Scientist, Machine Learning Computer-Aided Drug Design

Location: Philadelphia Area
Job Type:

Janssen Research & Development, L.L.C., a division of Johnson & Johnson’s Family of Companies is recruiting for a Scientist, Machine learning for Computer-Aided Drug Design located in Spring House, PA.

At the Janssen Pharmaceutical Companies of Johnson & Johnson, we are working to create a world without disease. Transforming lives by finding new and better ways to prevent, intercept, treat and cure disease inspires us. We bring together the best minds and pursue the most promising science.

Developing innovative therapeutics to treat diseases like Alzheimer’s disease, various types of cancers, and infectious diseases like Hepatitis B, influenza is our mission. In this endeavor, we are seeking to recruit new talent for the comprehensive analyses of high-dimensional datasets using state-of-the-art data science methods applied to drug discovery programs. The position is opened at Spring House (PA), a headquarters of Janssen Research & Development. We significantly increased our investment into the workforce for data analysis pipelines with the emphasis in current cutting-edge technologies to support future Artificial Intelligence-driven drug design and discovery.

Janssen Research & Development L.L.C. has an open position for a full-time scientist to support drug design and discovery projects using machine learning approaches. We are looking for candidates with a track record in machine learning, strong coding experience and preferably experience working with chemical or biological data, but we are happy to teach chemistry and biology to everyone from different background and passion for complex data.

A candidate will develop prediction pipelines for small molecule compounds by integrating diverse data sources (chemical structure, microscopy images, gene expression) to infer biological activities of millions of chemical compounds, and to apply these predictions to drive drug design projects. Predictive pipelines aim to increase the safety and efficacy of the drug candidates and decrease the time needed to progress hit compound to lead compound to compound in clinical trials. Testing of them in real projects would require interaction with chemists, biologists, and data scientists and iterative model optimization if needed. The candidate will also be responsible for the integration of new machine learning pipelines, optimization of it, and deploying on current projects.

Additionally, the candidate will drive research in transfer learning with an emphasis on deep transfer learning. Deep learning and other multi-task machine learning techniques have already shown promise for small molecule projects in Janssen, yet most of those models require a significant amount of data, while many bioassays generate significantly smaller datasets that require transfer learning to integrate them successfully into the predictive pipelines.

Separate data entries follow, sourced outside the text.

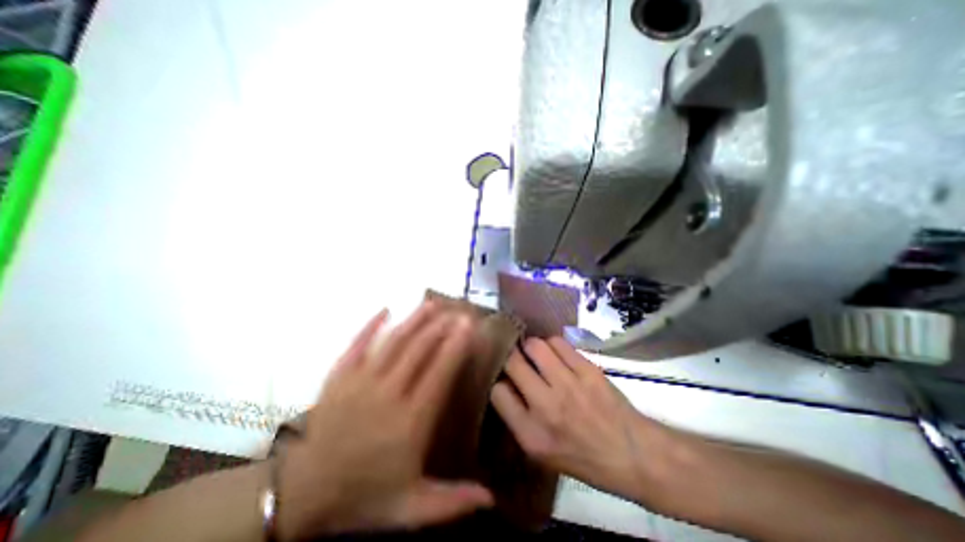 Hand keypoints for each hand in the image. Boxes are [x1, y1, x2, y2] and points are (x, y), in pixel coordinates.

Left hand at [275, 300, 492, 536]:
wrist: (303, 494)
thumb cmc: (364, 495)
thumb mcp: (410, 508)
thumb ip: (452, 501)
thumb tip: (492, 498)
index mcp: (409, 422)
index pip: (439, 374)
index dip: (456, 347)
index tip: (469, 328)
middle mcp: (388, 394)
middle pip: (419, 351)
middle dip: (441, 327)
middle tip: (458, 310)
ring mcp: (360, 381)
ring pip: (393, 342)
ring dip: (414, 320)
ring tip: (431, 304)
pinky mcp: (339, 376)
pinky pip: (357, 344)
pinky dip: (372, 325)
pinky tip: (385, 309)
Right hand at [492, 340, 659, 500]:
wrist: (632, 453)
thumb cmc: (583, 458)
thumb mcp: (542, 453)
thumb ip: (518, 419)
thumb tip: (505, 383)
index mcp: (531, 434)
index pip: (497, 391)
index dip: (498, 381)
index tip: (505, 379)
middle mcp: (546, 406)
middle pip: (512, 362)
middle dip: (509, 355)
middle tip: (514, 356)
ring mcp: (568, 385)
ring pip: (535, 345)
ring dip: (530, 346)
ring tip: (535, 353)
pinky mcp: (587, 369)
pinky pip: (558, 342)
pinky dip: (551, 344)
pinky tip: (555, 352) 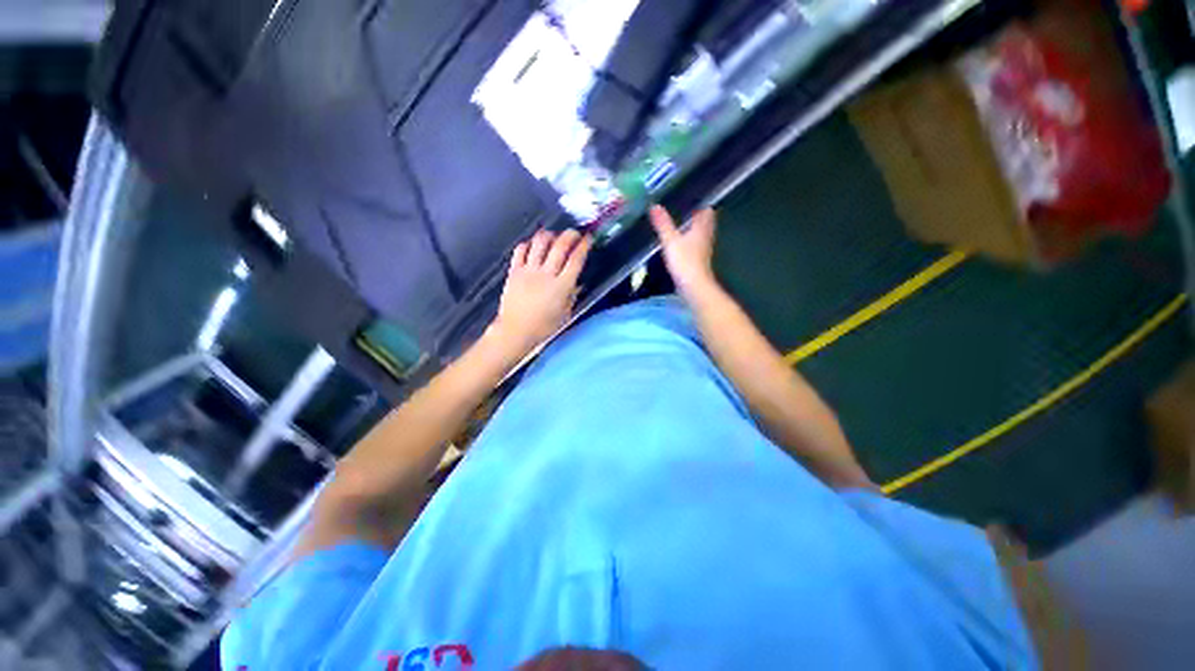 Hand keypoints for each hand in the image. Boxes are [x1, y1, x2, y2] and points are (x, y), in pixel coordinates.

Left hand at [489, 229, 591, 358]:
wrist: (515, 330)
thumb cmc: (543, 326)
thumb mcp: (565, 314)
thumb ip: (572, 295)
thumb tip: (576, 282)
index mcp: (562, 286)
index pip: (576, 260)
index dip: (584, 246)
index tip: (588, 238)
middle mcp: (546, 274)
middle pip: (560, 246)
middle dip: (570, 235)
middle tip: (574, 234)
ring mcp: (528, 270)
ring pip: (540, 243)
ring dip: (549, 235)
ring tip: (553, 237)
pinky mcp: (514, 271)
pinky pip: (521, 250)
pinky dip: (529, 244)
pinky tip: (533, 246)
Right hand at [649, 205, 718, 299]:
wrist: (694, 286)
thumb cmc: (685, 261)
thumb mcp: (671, 241)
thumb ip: (663, 224)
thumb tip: (655, 206)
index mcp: (701, 228)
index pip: (706, 211)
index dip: (700, 204)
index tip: (690, 199)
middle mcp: (705, 237)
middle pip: (705, 222)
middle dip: (696, 216)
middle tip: (683, 210)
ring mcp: (703, 250)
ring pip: (700, 234)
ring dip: (692, 229)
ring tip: (679, 224)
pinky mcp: (698, 261)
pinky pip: (695, 246)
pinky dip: (689, 242)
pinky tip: (680, 244) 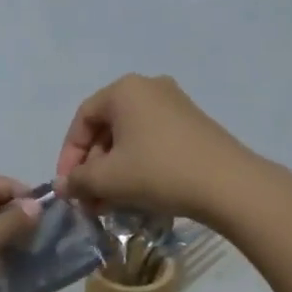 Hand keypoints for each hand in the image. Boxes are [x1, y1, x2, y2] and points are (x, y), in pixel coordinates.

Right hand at [55, 74, 254, 220]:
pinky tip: (136, 194)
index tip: (68, 186)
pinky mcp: (193, 124)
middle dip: (93, 167)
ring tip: (110, 203)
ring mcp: (175, 104)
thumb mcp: (109, 178)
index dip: (69, 154)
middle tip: (89, 199)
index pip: (83, 119)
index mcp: (124, 90)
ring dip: (114, 170)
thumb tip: (63, 187)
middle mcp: (149, 87)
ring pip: (130, 137)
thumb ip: (79, 180)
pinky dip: (138, 165)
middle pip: (107, 127)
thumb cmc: (158, 171)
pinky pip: (153, 141)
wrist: (228, 184) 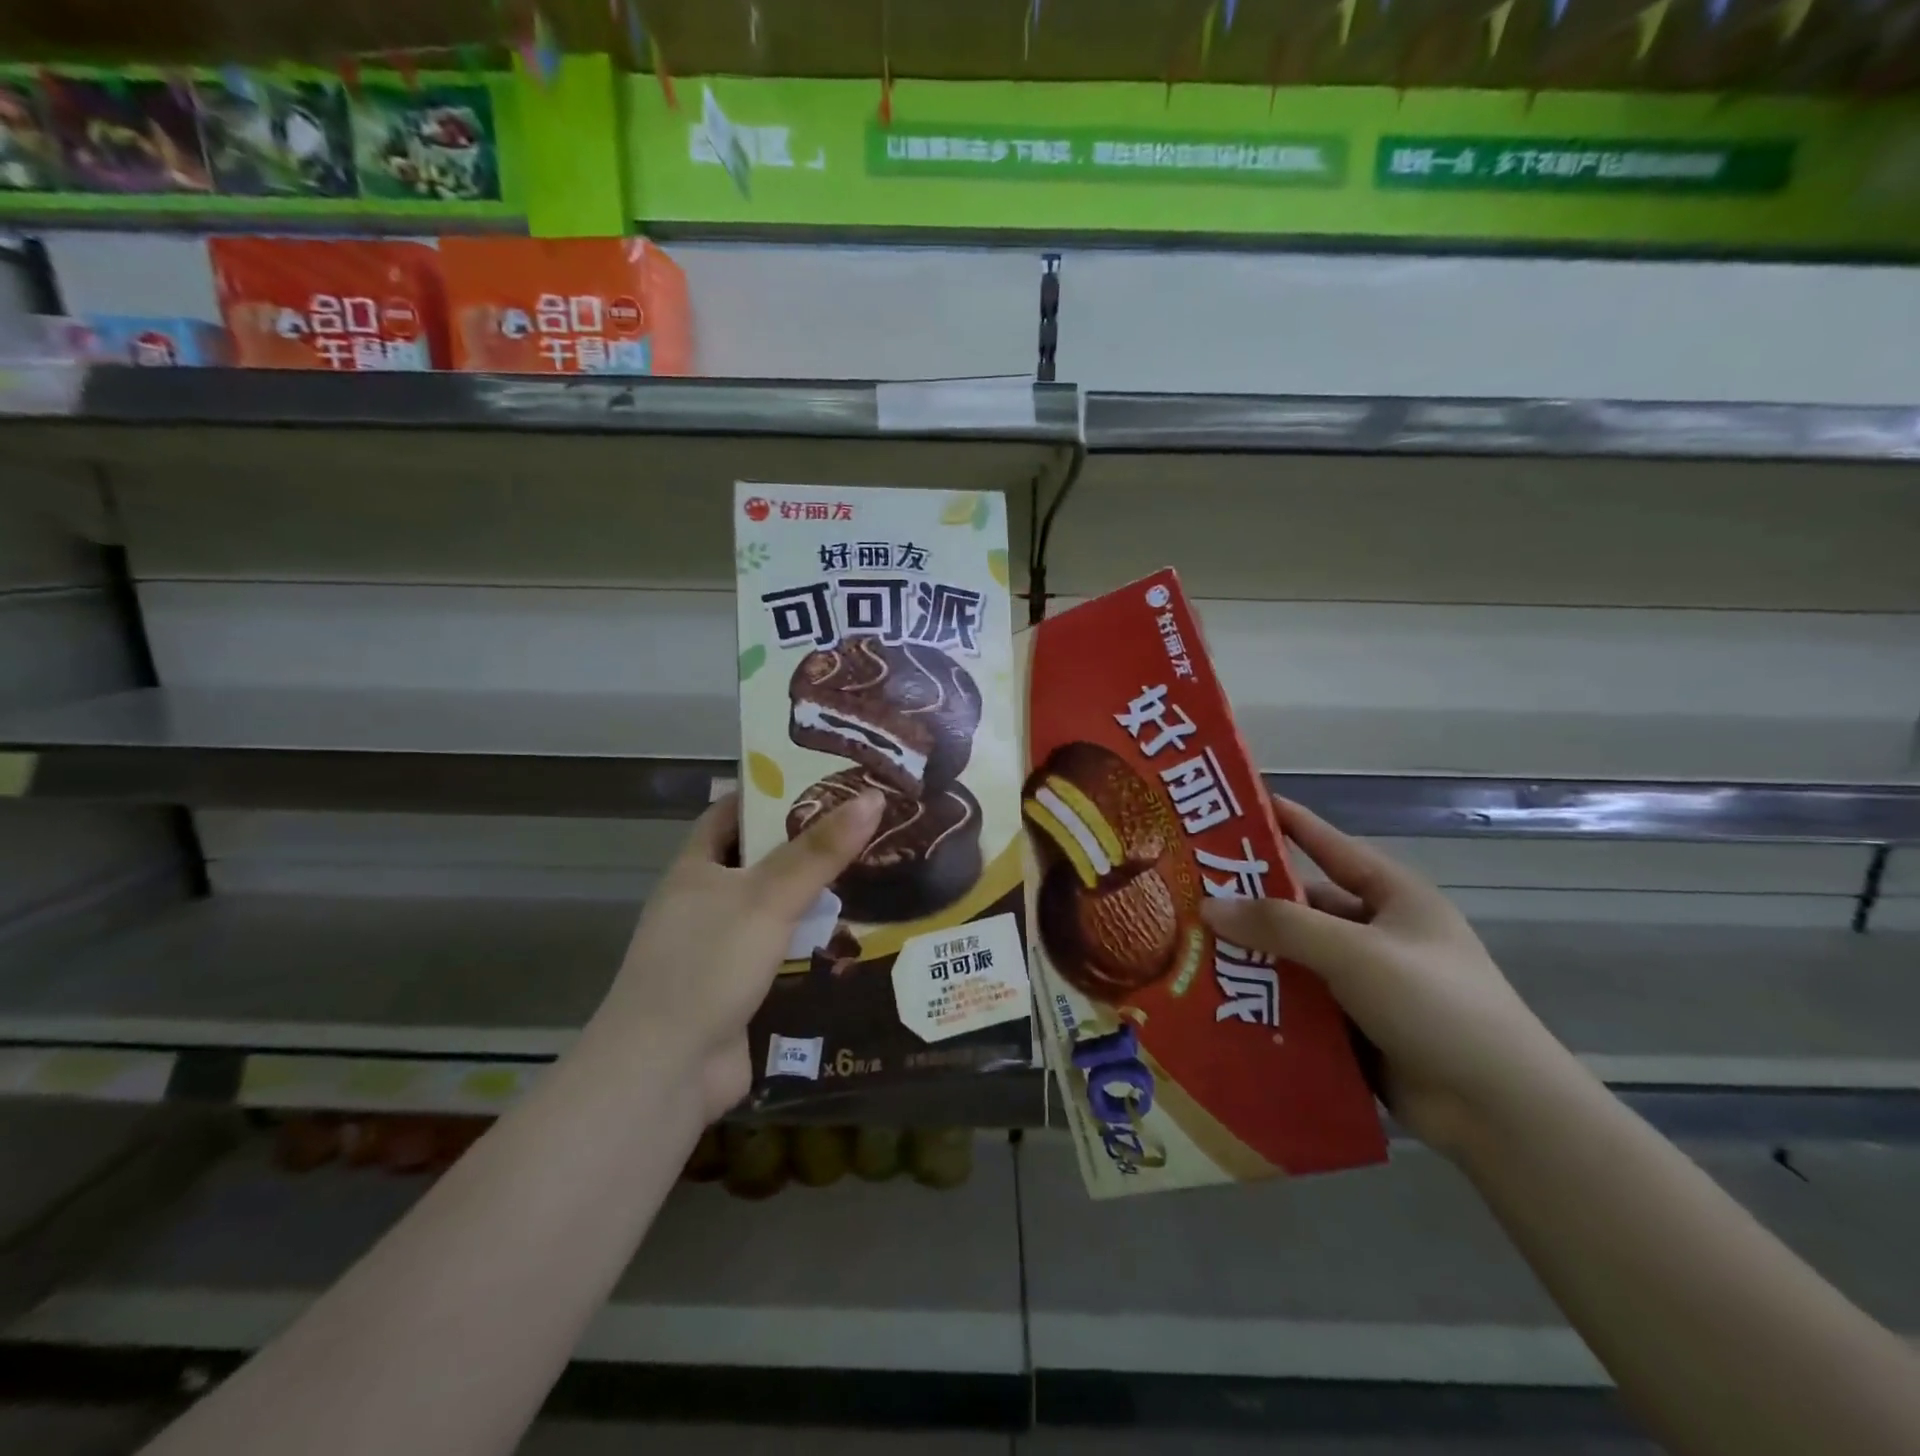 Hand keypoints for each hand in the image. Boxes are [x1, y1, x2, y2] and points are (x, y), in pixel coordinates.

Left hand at [591, 789, 884, 1124]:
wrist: (666, 1070)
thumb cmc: (708, 964)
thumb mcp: (768, 897)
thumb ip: (820, 851)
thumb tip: (873, 797)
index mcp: (695, 869)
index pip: (731, 813)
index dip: (770, 792)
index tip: (822, 780)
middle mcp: (705, 903)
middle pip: (762, 861)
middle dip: (808, 846)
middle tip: (866, 826)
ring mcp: (721, 949)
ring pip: (777, 910)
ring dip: (816, 898)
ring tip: (876, 872)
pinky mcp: (741, 988)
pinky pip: (785, 953)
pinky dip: (814, 943)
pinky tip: (858, 935)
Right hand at [1201, 797, 1571, 1154]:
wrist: (1499, 1111)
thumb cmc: (1435, 1005)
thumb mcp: (1355, 952)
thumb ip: (1281, 925)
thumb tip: (1207, 906)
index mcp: (1392, 896)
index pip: (1329, 844)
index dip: (1287, 822)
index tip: (1238, 805)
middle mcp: (1377, 931)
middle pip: (1303, 906)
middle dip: (1251, 903)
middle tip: (1189, 894)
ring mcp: (1366, 981)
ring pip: (1296, 956)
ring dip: (1253, 955)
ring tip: (1191, 948)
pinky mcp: (1354, 1025)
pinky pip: (1299, 1000)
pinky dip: (1265, 998)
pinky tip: (1220, 999) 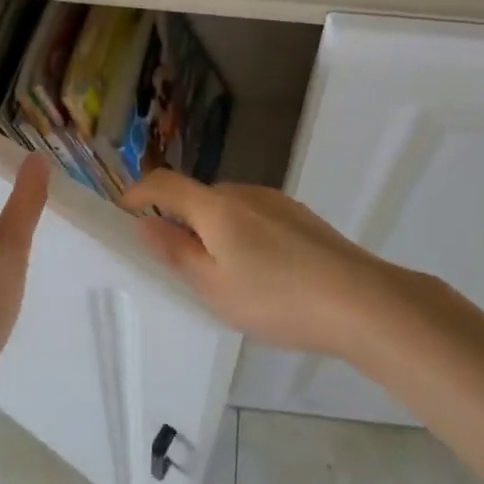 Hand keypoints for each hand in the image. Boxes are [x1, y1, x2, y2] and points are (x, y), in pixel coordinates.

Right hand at [122, 171, 390, 357]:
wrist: (359, 300)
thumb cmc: (276, 298)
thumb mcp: (214, 287)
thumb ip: (176, 252)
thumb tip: (145, 224)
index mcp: (216, 207)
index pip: (165, 183)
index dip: (139, 192)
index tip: (124, 211)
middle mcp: (244, 193)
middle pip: (199, 197)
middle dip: (180, 220)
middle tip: (181, 265)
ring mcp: (276, 202)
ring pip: (229, 208)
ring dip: (215, 229)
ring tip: (226, 276)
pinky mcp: (301, 216)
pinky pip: (256, 217)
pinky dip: (243, 234)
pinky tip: (264, 272) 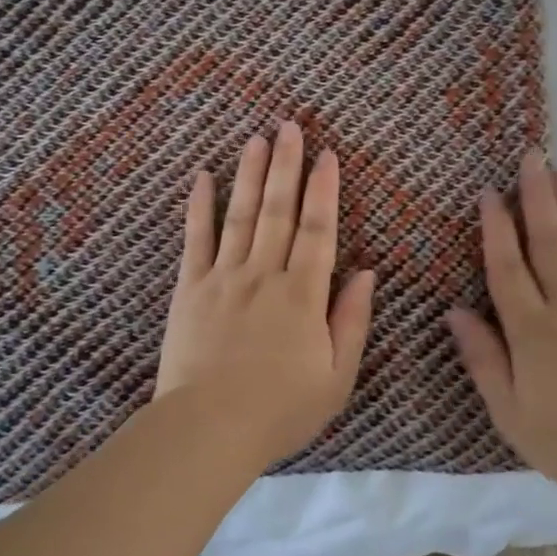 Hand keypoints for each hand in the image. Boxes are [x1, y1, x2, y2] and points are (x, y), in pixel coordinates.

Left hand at [156, 121, 376, 466]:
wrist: (208, 430)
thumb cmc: (281, 409)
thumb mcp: (337, 376)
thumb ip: (352, 320)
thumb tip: (366, 272)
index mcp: (303, 295)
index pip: (319, 230)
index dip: (325, 190)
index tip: (328, 155)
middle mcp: (265, 275)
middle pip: (279, 211)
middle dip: (287, 165)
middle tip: (290, 125)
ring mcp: (224, 278)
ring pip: (240, 215)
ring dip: (250, 174)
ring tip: (256, 138)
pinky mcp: (190, 289)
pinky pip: (195, 240)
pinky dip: (199, 207)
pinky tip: (203, 177)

• Support drug design and development using machine learning techniques (emphasis on deep learning);

• Building machine learning models that effectively learn from heterogenous multi-modal data, e.g. modeling biological effects of compounds using chemical structure and gene expression, high content image descriptors or other omics data

• Application of the developed pipelines in drug design and development project with actionable conclusions;

• Design and development of the transfer learning pipelines for small and medium size datasets (SMSDS) from scratch (Keras, TensorFlow, etc.) or adaptation of the open source code if available;

• Finding the beneficial interplay of the transfer learning on large datasets (millions of compounds by thousands of biological end-point types) to small and medium size datasets reflecting ADMET assays (thousands of end-points per assay);

• Integration of the pipelines into internal expert system together with end-users (chemists, biologists, data scientists) and IT support: to promote transparency, traceability and visual component of the developed technique.

• Contributing to the scientific weight of the department by authoring peer-reviewed papers and presenting at relevant conferences.


• A minimum of a Bachelor’s or Master’s degree is required, PhD in Computer Science, Data Science, Computational chemistry, Bioinformatics or a related quantitative field is preferred.

• Preferably experience of interaction with research chemists or biologists in an academic or industrial setting or equivalent experience, preferred.

• A minimum of 1 or more years of experience in applied machine learning is required

• Experience in Life Sciences or related field is preferred

• Advanced programming skills to enable the development of functional prototypes: Python is required.

• Experience with Deep Learning machine learning frameworks, like PyTorch, Keras, Tensorflow or alike, is preferred.

• Excellent communication, reporting and team interaction skills, self-motivation, proactivity and the ability to work independently, required.


• A passion for hands-on science and delivering high quality results is required.

• Good communication, organizing, and planning skills and the ability to take leadership for and drive decision making in a research projects is required.

• Ability to develop and deliver a presentation on technical data with strong business impact is preferred.

• Creative mind that can see things from different perspectives and come up with innovative solutions to complex problems. Ability to introduce best practices from previous work experiences into the new team.

• Desire for continuous learning and the ability to identify, evaluate and implement emerging areas of science.